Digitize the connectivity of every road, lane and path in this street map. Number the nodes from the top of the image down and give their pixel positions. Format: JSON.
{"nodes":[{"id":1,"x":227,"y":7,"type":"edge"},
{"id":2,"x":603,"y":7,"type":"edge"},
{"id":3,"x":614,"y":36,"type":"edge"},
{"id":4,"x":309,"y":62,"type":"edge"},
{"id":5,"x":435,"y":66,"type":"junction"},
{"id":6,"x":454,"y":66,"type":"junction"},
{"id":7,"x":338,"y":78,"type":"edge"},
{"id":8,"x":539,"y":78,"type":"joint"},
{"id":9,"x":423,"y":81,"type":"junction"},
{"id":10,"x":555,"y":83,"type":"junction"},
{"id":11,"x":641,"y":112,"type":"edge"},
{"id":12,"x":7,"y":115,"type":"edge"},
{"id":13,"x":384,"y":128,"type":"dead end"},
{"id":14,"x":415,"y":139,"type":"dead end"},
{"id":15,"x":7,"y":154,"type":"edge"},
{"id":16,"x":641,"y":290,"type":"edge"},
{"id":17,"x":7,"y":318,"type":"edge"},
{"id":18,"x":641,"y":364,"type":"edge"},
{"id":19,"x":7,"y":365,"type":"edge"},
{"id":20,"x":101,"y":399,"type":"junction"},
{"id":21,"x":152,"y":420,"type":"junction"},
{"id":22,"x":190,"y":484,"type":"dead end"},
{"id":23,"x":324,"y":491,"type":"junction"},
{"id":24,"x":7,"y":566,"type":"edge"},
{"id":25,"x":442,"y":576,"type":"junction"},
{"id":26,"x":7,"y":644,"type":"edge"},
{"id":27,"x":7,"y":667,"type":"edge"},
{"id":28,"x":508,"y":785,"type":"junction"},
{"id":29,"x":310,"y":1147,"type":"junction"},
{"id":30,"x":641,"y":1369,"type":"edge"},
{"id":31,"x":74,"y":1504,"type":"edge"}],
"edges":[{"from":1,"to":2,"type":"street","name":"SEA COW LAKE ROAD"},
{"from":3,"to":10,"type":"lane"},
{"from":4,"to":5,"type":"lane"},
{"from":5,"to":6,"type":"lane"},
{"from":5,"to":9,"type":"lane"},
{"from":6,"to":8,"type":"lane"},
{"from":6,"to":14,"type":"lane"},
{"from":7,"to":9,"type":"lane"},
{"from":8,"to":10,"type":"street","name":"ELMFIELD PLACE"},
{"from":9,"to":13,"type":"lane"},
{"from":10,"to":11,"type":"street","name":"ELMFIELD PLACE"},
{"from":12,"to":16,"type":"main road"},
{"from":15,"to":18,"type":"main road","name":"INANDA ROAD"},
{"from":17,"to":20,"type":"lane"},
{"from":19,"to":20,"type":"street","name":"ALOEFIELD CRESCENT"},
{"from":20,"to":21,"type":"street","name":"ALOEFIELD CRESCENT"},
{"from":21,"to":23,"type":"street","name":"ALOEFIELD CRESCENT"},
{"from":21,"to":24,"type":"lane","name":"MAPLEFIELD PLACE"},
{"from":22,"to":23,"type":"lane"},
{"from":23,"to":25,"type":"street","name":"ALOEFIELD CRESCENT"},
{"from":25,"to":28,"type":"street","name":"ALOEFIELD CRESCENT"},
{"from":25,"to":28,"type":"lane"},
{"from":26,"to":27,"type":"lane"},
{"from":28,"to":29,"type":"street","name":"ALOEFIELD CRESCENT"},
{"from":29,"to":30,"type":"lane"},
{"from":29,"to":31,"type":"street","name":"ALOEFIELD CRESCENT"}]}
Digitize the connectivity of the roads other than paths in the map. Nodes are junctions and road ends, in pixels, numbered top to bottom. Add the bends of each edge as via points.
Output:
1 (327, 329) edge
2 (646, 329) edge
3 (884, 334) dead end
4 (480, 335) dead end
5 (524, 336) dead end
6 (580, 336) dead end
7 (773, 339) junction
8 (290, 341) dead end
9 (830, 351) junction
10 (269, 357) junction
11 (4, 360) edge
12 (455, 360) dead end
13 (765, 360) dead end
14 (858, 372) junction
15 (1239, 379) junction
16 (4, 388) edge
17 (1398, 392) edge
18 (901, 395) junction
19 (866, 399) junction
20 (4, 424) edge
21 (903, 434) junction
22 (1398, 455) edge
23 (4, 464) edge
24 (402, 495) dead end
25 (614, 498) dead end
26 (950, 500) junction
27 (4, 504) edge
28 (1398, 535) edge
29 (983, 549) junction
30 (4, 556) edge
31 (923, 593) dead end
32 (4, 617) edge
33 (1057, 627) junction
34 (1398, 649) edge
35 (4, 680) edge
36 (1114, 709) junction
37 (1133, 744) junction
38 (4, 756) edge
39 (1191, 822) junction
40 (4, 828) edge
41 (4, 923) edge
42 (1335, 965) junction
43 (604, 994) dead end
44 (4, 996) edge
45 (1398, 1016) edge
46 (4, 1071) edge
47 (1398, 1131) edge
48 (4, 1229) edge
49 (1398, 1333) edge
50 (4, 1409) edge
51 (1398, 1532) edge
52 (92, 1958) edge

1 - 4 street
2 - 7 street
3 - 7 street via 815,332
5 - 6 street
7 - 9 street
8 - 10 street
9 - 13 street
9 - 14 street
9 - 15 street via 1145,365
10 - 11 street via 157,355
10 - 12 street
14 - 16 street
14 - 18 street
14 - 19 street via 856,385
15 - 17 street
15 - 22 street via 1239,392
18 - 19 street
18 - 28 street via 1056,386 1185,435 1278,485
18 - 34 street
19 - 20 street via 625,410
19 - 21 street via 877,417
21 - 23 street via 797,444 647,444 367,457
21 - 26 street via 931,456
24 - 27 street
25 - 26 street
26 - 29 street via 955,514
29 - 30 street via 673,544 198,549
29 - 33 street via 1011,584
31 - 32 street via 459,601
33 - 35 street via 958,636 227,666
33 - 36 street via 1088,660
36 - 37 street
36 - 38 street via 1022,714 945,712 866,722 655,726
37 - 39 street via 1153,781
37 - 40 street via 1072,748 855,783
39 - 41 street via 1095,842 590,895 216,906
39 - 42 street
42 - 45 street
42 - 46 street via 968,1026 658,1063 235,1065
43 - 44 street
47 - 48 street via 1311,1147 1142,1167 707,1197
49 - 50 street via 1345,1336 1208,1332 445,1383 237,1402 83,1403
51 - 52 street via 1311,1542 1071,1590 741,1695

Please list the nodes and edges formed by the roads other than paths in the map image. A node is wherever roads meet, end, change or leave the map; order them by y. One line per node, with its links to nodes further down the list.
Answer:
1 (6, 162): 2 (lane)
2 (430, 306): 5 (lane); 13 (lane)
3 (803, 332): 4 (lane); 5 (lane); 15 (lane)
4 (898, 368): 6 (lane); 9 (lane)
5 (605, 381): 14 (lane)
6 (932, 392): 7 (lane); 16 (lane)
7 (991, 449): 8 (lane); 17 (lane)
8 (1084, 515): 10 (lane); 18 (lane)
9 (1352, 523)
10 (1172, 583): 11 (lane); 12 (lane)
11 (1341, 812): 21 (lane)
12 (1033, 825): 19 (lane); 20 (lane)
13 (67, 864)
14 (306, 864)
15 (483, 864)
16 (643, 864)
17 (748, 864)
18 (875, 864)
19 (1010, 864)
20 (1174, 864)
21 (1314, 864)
------------------------------
● Work required
Every entry, from top to bottom, should be repeated word for word.

● Answer to the problem
Digitize the connectivity of every road, lane and path in this street map. Number the nodes from the top of the image down and give their pixel positions. Format: JSON.
{"nodes":[{"id":1,"x":227,"y":7,"type":"edge"},
{"id":2,"x":603,"y":7,"type":"edge"},
{"id":3,"x":614,"y":36,"type":"edge"},
{"id":4,"x":309,"y":62,"type":"edge"},
{"id":5,"x":435,"y":66,"type":"junction"},
{"id":6,"x":454,"y":66,"type":"junction"},
{"id":7,"x":338,"y":78,"type":"edge"},
{"id":8,"x":539,"y":78,"type":"joint"},
{"id":9,"x":423,"y":81,"type":"junction"},
{"id":10,"x":555,"y":83,"type":"junction"},
{"id":11,"x":641,"y":112,"type":"edge"},
{"id":12,"x":7,"y":115,"type":"edge"},
{"id":13,"x":384,"y":128,"type":"dead end"},
{"id":14,"x":415,"y":139,"type":"dead end"},
{"id":15,"x":7,"y":154,"type":"edge"},
{"id":16,"x":641,"y":290,"type":"edge"},
{"id":17,"x":7,"y":318,"type":"edge"},
{"id":18,"x":641,"y":364,"type":"edge"},
{"id":19,"x":7,"y":365,"type":"edge"},
{"id":20,"x":101,"y":399,"type":"junction"},
{"id":21,"x":152,"y":420,"type":"junction"},
{"id":22,"x":190,"y":484,"type":"dead end"},
{"id":23,"x":324,"y":491,"type":"junction"},
{"id":24,"x":7,"y":566,"type":"edge"},
{"id":25,"x":442,"y":576,"type":"junction"},
{"id":26,"x":7,"y":644,"type":"edge"},
{"id":27,"x":7,"y":667,"type":"edge"},
{"id":28,"x":508,"y":785,"type":"junction"},
{"id":29,"x":310,"y":1147,"type":"junction"},
{"id":30,"x":641,"y":1369,"type":"edge"},
{"id":31,"x":74,"y":1504,"type":"edge"}],
"edges":[{"from":1,"to":2,"type":"street","name":"SEA COW LAKE ROAD"},
{"from":3,"to":10,"type":"lane"},
{"from":4,"to":5,"type":"lane"},
{"from":5,"to":6,"type":"lane"},
{"from":5,"to":9,"type":"lane"},
{"from":6,"to":8,"type":"lane"},
{"from":6,"to":14,"type":"lane"},
{"from":7,"to":9,"type":"lane"},
{"from":8,"to":10,"type":"street","name":"ELMFIELD PLACE"},
{"from":9,"to":13,"type":"lane"},
{"from":10,"to":11,"type":"street","name":"ELMFIELD PLACE"},
{"from":12,"to":16,"type":"main road"},
{"from":15,"to":18,"type":"main road","name":"INANDA ROAD"},
{"from":17,"to":20,"type":"lane"},
{"from":19,"to":20,"type":"street","name":"ALOEFIELD CRESCENT"},
{"from":20,"to":21,"type":"street","name":"ALOEFIELD CRESCENT"},
{"from":21,"to":23,"type":"street","name":"ALOEFIELD CRESCENT"},
{"from":21,"to":24,"type":"lane","name":"MAPLEFIELD PLACE"},
{"from":22,"to":23,"type":"lane"},
{"from":23,"to":25,"type":"street","name":"ALOEFIELD CRESCENT"},
{"from":25,"to":28,"type":"street","name":"ALOEFIELD CRESCENT"},
{"from":25,"to":28,"type":"lane"},
{"from":26,"to":27,"type":"lane"},
{"from":28,"to":29,"type":"street","name":"ALOEFIELD CRESCENT"},
{"from":29,"to":30,"type":"lane"},
{"from":29,"to":31,"type":"street","name":"ALOEFIELD CRESCENT"}]}
Digitize the connectivity of the roads other than paths in the map. Nodes are junctions and road ends, in pixels, numbered top to bottom. Add the bends of each edge as via points.
Output:
1 (327, 329) edge
2 (646, 329) edge
3 (884, 334) dead end
4 (480, 335) dead end
5 (524, 336) dead end
6 (580, 336) dead end
7 (773, 339) junction
8 (290, 341) dead end
9 (830, 351) junction
10 (269, 357) junction
11 (4, 360) edge
12 (455, 360) dead end
13 (765, 360) dead end
14 (858, 372) junction
15 (1239, 379) junction
16 (4, 388) edge
17 (1398, 392) edge
18 (901, 395) junction
19 (866, 399) junction
20 (4, 424) edge
21 (903, 434) junction
22 (1398, 455) edge
23 (4, 464) edge
24 (402, 495) dead end
25 (614, 498) dead end
26 (950, 500) junction
27 (4, 504) edge
28 (1398, 535) edge
29 (983, 549) junction
30 (4, 556) edge
31 (923, 593) dead end
32 (4, 617) edge
33 (1057, 627) junction
34 (1398, 649) edge
35 (4, 680) edge
36 (1114, 709) junction
37 (1133, 744) junction
38 (4, 756) edge
39 (1191, 822) junction
40 (4, 828) edge
41 (4, 923) edge
42 (1335, 965) junction
43 (604, 994) dead end
44 (4, 996) edge
45 (1398, 1016) edge
46 (4, 1071) edge
47 (1398, 1131) edge
48 (4, 1229) edge
49 (1398, 1333) edge
50 (4, 1409) edge
51 (1398, 1532) edge
52 (92, 1958) edge

1 - 4 street
2 - 7 street
3 - 7 street via 815,332
5 - 6 street
7 - 9 street
8 - 10 street
9 - 13 street
9 - 14 street
9 - 15 street via 1145,365
10 - 11 street via 157,355
10 - 12 street
14 - 16 street
14 - 18 street
14 - 19 street via 856,385
15 - 17 street
15 - 22 street via 1239,392
18 - 19 street
18 - 28 street via 1056,386 1185,435 1278,485
18 - 34 street
19 - 20 street via 625,410
19 - 21 street via 877,417
21 - 23 street via 797,444 647,444 367,457
21 - 26 street via 931,456
24 - 27 street
25 - 26 street
26 - 29 street via 955,514
29 - 30 street via 673,544 198,549
29 - 33 street via 1011,584
31 - 32 street via 459,601
33 - 35 street via 958,636 227,666
33 - 36 street via 1088,660
36 - 37 street
36 - 38 street via 1022,714 945,712 866,722 655,726
37 - 39 street via 1153,781
37 - 40 street via 1072,748 855,783
39 - 41 street via 1095,842 590,895 216,906
39 - 42 street
42 - 45 street
42 - 46 street via 968,1026 658,1063 235,1065
43 - 44 street
47 - 48 street via 1311,1147 1142,1167 707,1197
49 - 50 street via 1345,1336 1208,1332 445,1383 237,1402 83,1403
51 - 52 street via 1311,1542 1071,1590 741,1695

Please list the nodes and edges formed by the roads other than paths in the map image. A node is wherever roads meet, end, change or leave the map; order them by y. One line per node, with its links to nodes further down the list.
Answer:
1 (6, 162): 2 (lane)
2 (430, 306): 5 (lane); 13 (lane)
3 (803, 332): 4 (lane); 5 (lane); 15 (lane)
4 (898, 368): 6 (lane); 9 (lane)
5 (605, 381): 14 (lane)
6 (932, 392): 7 (lane); 16 (lane)
7 (991, 449): 8 (lane); 17 (lane)
8 (1084, 515): 10 (lane); 18 (lane)
9 (1352, 523)
10 (1172, 583): 11 (lane); 12 (lane)
11 (1341, 812): 21 (lane)
12 (1033, 825): 19 (lane); 20 (lane)
13 (67, 864)
14 (306, 864)
15 (483, 864)
16 (643, 864)
17 (748, 864)
18 (875, 864)
19 (1010, 864)
20 (1174, 864)
21 (1314, 864)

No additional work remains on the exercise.